- [Try it]: Show each line of the records below where the word "South" occurs.

'''

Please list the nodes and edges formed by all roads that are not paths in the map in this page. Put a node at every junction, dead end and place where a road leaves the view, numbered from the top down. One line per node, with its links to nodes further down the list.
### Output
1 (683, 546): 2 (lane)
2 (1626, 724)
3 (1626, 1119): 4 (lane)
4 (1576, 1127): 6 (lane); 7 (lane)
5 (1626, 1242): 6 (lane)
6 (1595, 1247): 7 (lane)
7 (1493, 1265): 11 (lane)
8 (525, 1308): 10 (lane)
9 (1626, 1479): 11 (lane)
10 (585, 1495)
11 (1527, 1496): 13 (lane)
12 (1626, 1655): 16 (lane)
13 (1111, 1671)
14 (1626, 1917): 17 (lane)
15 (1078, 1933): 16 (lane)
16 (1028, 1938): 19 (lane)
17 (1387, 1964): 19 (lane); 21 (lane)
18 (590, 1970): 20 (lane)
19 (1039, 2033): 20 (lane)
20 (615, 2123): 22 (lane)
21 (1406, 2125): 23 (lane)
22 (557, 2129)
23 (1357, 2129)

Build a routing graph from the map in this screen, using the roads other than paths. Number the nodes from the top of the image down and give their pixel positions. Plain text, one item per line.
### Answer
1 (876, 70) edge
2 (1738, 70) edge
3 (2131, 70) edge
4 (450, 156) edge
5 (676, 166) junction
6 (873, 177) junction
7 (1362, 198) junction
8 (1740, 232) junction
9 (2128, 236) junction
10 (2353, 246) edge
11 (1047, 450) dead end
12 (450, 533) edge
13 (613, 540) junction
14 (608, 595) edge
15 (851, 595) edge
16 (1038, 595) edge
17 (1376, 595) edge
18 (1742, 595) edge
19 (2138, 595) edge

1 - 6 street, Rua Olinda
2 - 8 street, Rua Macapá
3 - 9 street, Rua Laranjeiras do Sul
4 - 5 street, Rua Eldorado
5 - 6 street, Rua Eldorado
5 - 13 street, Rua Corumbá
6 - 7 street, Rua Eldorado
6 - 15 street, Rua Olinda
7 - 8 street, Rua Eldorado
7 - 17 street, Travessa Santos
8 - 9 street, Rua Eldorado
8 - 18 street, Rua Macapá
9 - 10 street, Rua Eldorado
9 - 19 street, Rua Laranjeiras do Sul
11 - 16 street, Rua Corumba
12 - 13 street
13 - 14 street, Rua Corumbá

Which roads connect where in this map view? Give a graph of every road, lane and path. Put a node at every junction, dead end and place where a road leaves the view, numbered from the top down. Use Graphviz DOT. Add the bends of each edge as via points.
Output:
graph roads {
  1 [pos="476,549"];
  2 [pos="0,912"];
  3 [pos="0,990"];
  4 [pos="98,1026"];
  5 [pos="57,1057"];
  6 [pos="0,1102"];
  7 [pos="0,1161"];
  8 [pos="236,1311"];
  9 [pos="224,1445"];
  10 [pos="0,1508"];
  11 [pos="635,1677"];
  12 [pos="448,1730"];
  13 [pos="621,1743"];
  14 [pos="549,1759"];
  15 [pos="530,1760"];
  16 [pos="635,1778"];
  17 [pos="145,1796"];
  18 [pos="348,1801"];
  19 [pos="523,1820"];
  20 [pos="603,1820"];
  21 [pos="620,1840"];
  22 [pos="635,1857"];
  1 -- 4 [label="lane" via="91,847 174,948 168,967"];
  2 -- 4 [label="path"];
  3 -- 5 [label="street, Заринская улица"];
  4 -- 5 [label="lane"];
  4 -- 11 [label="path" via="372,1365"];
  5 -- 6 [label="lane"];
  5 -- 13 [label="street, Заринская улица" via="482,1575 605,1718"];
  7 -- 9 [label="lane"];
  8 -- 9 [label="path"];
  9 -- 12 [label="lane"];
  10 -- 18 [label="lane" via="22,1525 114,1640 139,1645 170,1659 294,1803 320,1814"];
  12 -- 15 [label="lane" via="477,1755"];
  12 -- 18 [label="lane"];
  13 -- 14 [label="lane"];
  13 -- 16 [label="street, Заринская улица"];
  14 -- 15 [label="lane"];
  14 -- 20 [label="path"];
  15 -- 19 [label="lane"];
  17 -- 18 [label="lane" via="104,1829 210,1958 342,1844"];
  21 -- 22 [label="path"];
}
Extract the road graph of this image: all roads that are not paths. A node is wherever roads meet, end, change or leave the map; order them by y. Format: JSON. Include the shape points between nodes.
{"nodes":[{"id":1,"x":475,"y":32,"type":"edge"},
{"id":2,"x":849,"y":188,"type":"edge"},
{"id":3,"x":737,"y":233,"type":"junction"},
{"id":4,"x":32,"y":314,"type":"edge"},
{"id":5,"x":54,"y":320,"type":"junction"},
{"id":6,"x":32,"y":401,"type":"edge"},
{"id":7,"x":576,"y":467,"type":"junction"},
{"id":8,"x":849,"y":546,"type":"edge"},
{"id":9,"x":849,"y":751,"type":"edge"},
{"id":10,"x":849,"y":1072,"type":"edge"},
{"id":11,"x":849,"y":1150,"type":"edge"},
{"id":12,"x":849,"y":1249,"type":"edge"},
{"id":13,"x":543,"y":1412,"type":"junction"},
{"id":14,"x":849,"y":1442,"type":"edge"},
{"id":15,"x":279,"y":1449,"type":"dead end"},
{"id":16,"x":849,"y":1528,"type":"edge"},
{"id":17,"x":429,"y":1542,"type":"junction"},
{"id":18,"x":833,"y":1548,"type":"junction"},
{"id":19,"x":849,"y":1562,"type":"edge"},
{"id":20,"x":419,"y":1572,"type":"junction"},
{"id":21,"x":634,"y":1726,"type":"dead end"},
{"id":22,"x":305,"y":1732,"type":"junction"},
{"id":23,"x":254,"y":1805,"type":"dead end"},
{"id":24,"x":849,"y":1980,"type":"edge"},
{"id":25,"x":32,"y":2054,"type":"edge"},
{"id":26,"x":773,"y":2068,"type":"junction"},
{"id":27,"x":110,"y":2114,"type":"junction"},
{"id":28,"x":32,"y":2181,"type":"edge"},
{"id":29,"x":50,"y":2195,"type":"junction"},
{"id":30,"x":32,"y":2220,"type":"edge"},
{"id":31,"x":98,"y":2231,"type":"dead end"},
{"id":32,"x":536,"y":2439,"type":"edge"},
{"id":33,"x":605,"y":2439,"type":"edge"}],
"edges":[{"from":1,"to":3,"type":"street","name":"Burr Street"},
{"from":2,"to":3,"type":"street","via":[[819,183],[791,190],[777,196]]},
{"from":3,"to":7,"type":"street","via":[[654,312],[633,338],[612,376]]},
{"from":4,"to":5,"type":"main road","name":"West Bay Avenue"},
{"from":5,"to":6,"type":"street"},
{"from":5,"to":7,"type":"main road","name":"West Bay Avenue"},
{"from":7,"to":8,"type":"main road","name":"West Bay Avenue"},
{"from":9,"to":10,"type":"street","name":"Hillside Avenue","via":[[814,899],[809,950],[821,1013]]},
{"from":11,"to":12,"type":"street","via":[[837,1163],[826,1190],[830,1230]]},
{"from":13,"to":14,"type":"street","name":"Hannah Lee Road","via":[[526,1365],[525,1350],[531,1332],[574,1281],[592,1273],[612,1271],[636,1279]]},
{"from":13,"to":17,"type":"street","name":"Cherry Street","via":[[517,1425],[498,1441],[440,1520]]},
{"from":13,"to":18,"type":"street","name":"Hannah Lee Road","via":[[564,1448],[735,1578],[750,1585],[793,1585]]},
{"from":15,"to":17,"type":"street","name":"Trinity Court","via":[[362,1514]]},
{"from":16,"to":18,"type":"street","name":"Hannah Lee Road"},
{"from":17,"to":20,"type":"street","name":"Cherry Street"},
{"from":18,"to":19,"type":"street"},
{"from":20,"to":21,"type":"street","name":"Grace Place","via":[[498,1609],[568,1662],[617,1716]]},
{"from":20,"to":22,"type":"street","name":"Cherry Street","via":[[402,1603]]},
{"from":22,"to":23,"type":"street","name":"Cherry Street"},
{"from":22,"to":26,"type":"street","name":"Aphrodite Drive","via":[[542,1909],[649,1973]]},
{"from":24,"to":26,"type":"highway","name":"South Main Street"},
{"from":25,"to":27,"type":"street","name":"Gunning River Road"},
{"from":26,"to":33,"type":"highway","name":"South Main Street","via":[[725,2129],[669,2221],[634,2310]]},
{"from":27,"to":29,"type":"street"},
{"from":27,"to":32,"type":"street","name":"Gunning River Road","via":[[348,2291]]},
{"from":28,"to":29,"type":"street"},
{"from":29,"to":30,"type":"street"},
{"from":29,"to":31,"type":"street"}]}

'''

- [Response below]:
{"from":24,"to":26,"type":"highway","name":"South Main Street"},
{"from":26,"to":33,"type":"highway","name":"South Main Street","via":[[725,2129],[669,2221],[634,2310]]},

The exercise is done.